§ ACTIVITY:
The entries are to be reproduced verbatim, and their pictures left out.

++++ EXERCISE MATERIAL ++++

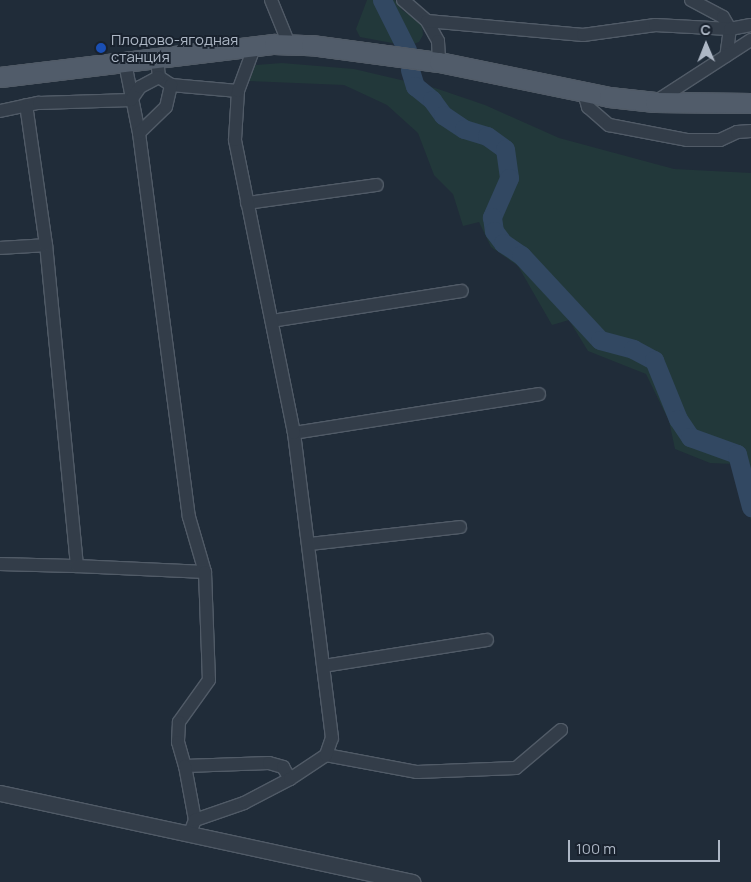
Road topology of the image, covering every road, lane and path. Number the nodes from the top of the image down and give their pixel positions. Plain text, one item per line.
1 (272, 0) edge
2 (403, 0) edge
3 (691, 0) edge
4 (427, 21) junction
5 (751, 26) edge
6 (730, 29) junction
7 (751, 40) edge
8 (289, 44) junction
9 (255, 45) junction
10 (726, 56) junction
11 (125, 62) junction
12 (439, 62) junction
13 (158, 68) junction
14 (0, 77) edge
15 (171, 84) junction
16 (238, 91) junction
17 (584, 93) junction
18 (131, 100) junction
19 (654, 102) junction
20 (751, 103) edge
21 (26, 106) junction
22 (0, 111) edge
23 (751, 131) edge
24 (140, 133) junction
25 (377, 185) dead end
26 (247, 203) junction
27 (46, 245) junction
28 (0, 248) edge
29 (462, 291) dead end
30 (272, 321) junction
31 (539, 394) dead end
32 (294, 433) junction
33 (460, 527) dead end
34 (309, 544) junction
35 (0, 564) edge
36 (77, 566) junction
37 (205, 572) junction
38 (488, 640) dead end
39 (324, 666) junction
40 (561, 730) dead end
41 (326, 755) junction
42 (185, 766) junction
43 (290, 779) junction
44 (0, 793) edge
45 (192, 827) junction
46 (412, 882) edge

1 - 8 street
2 - 4 street
3 - 6 street
4 - 6 street
4 - 12 street
5 - 6 street
6 - 10 street
7 - 10 street
8 - 9 main road
8 - 12 main road
9 - 13 main road
9 - 16 street
10 - 19 street
11 - 13 main road
11 - 14 main road
11 - 18 street
12 - 17 main road
13 - 15 street
13 - 18 street
15 - 16 street
15 - 24 street
16 - 26 street
17 - 19 main road
17 - 23 street
18 - 21 street
18 - 24 street
19 - 20 main road
21 - 22 street
21 - 27 street
24 - 37 street
25 - 26 street
26 - 30 street
27 - 28 street
27 - 36 street
29 - 30 street
30 - 32 street
31 - 32 street
32 - 34 street
33 - 34 street
34 - 39 street
35 - 36 street
36 - 37 street
37 - 42 street
38 - 39 street
39 - 41 street
40 - 41 street
41 - 43 street
42 - 43 street
42 - 45 street
43 - 45 street
44 - 45 street
45 - 46 street

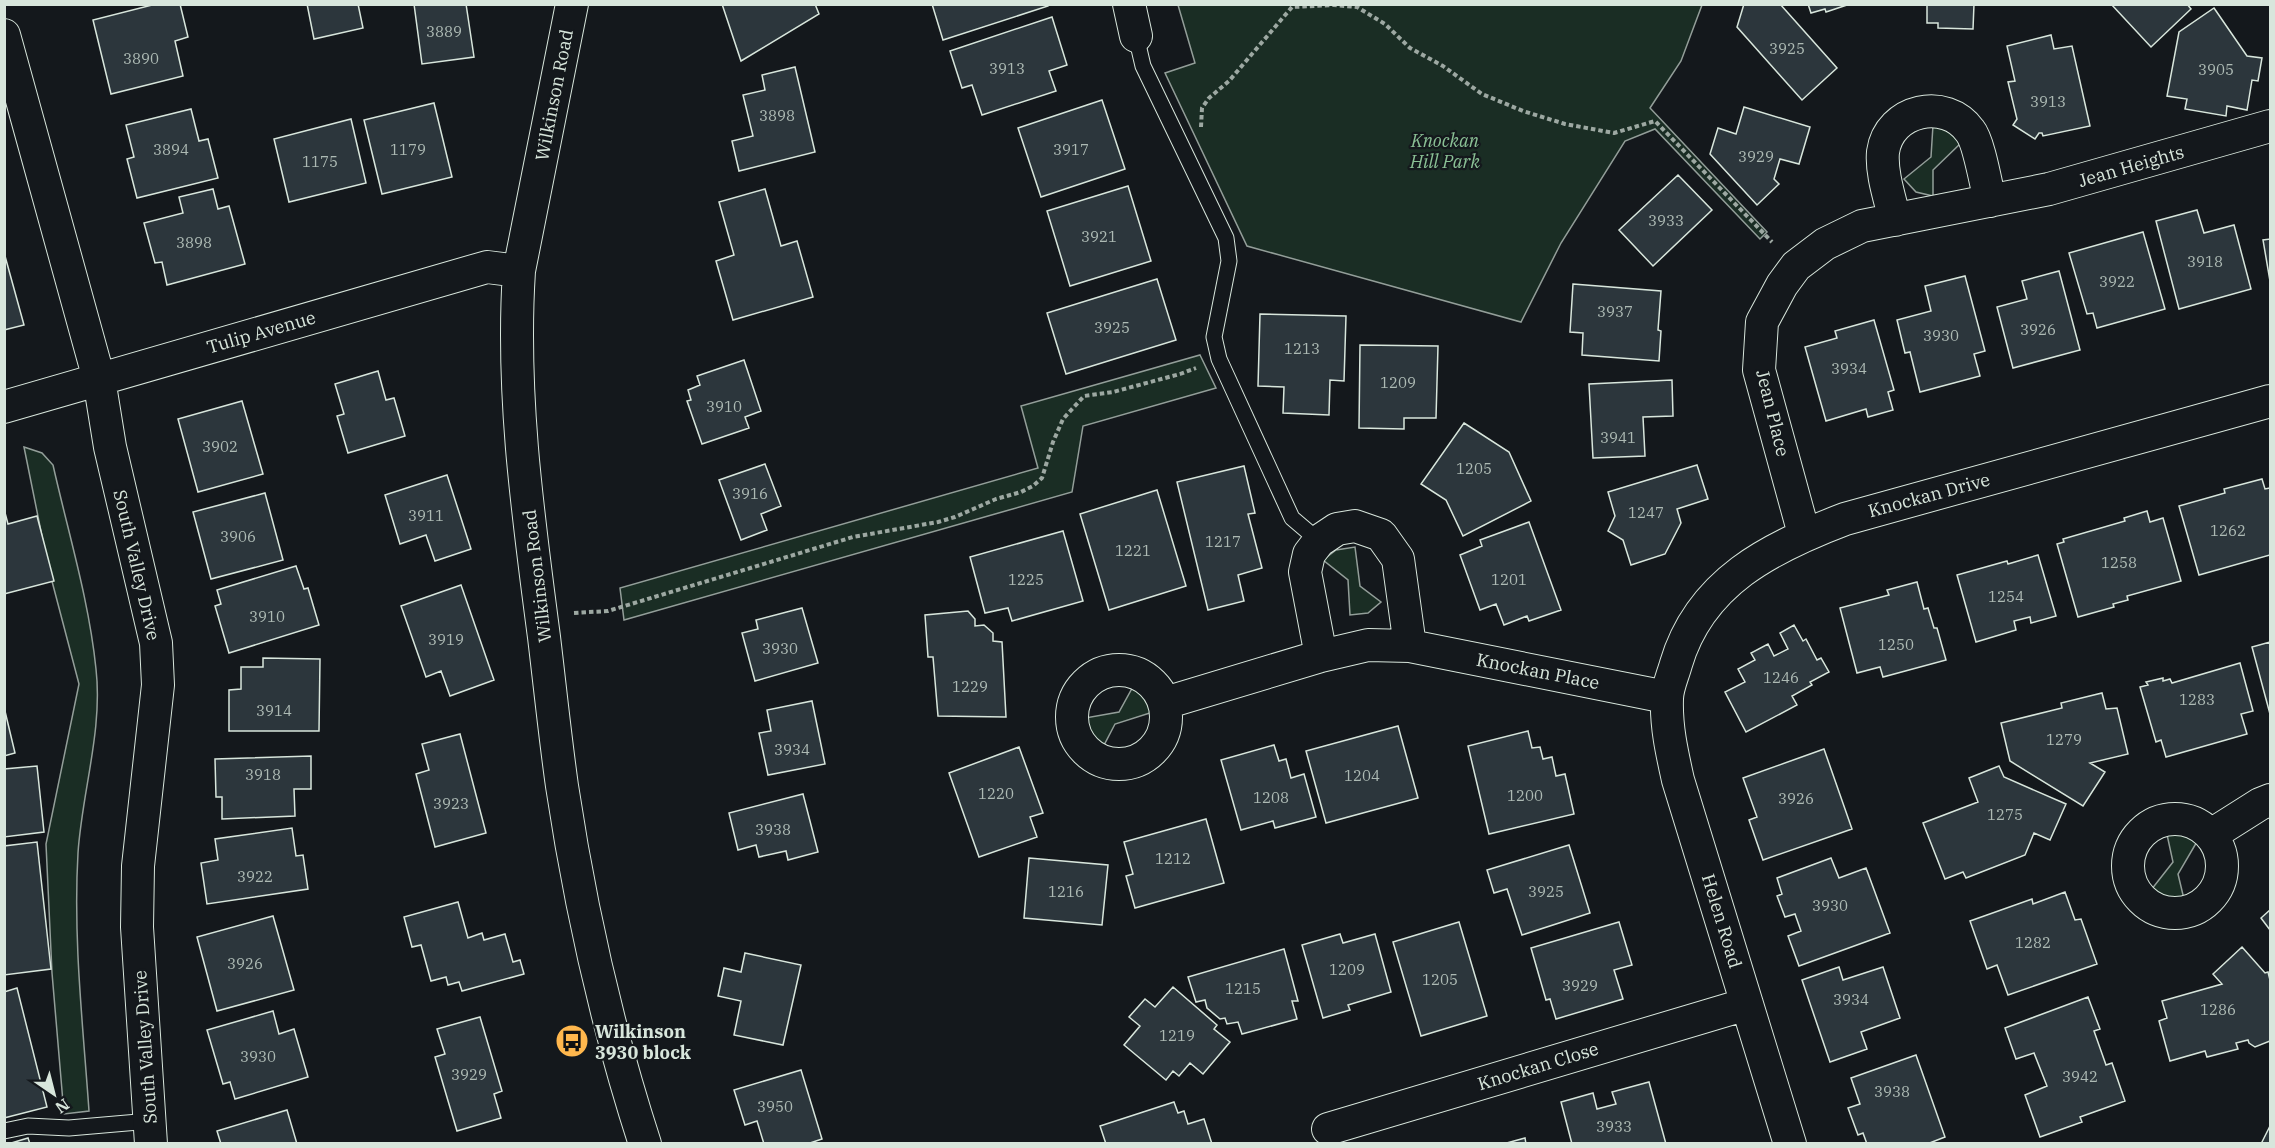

++++

§ RESPONSE FOR THIS EXERCISE:
Road topology of the image, covering every road, lane and path. Number the nodes from the top of the image down and give their pixel positions. Plain text, one item per line.
1 (272, 0) edge
2 (403, 0) edge
3 (691, 0) edge
4 (427, 21) junction
5 (751, 26) edge
6 (730, 29) junction
7 (751, 40) edge
8 (289, 44) junction
9 (255, 45) junction
10 (726, 56) junction
11 (125, 62) junction
12 (439, 62) junction
13 (158, 68) junction
14 (0, 77) edge
15 (171, 84) junction
16 (238, 91) junction
17 (584, 93) junction
18 (131, 100) junction
19 (654, 102) junction
20 (751, 103) edge
21 (26, 106) junction
22 (0, 111) edge
23 (751, 131) edge
24 (140, 133) junction
25 (377, 185) dead end
26 (247, 203) junction
27 (46, 245) junction
28 (0, 248) edge
29 (462, 291) dead end
30 (272, 321) junction
31 (539, 394) dead end
32 (294, 433) junction
33 (460, 527) dead end
34 (309, 544) junction
35 (0, 564) edge
36 (77, 566) junction
37 (205, 572) junction
38 (488, 640) dead end
39 (324, 666) junction
40 (561, 730) dead end
41 (326, 755) junction
42 (185, 766) junction
43 (290, 779) junction
44 (0, 793) edge
45 (192, 827) junction
46 (412, 882) edge

1 - 8 street
2 - 4 street
3 - 6 street
4 - 6 street
4 - 12 street
5 - 6 street
6 - 10 street
7 - 10 street
8 - 9 main road
8 - 12 main road
9 - 13 main road
9 - 16 street
10 - 19 street
11 - 13 main road
11 - 14 main road
11 - 18 street
12 - 17 main road
13 - 15 street
13 - 18 street
15 - 16 street
15 - 24 street
16 - 26 street
17 - 19 main road
17 - 23 street
18 - 21 street
18 - 24 street
19 - 20 main road
21 - 22 street
21 - 27 street
24 - 37 street
25 - 26 street
26 - 30 street
27 - 28 street
27 - 36 street
29 - 30 street
30 - 32 street
31 - 32 street
32 - 34 street
33 - 34 street
34 - 39 street
35 - 36 street
36 - 37 street
37 - 42 street
38 - 39 street
39 - 41 street
40 - 41 street
41 - 43 street
42 - 43 street
42 - 45 street
43 - 45 street
44 - 45 street
45 - 46 street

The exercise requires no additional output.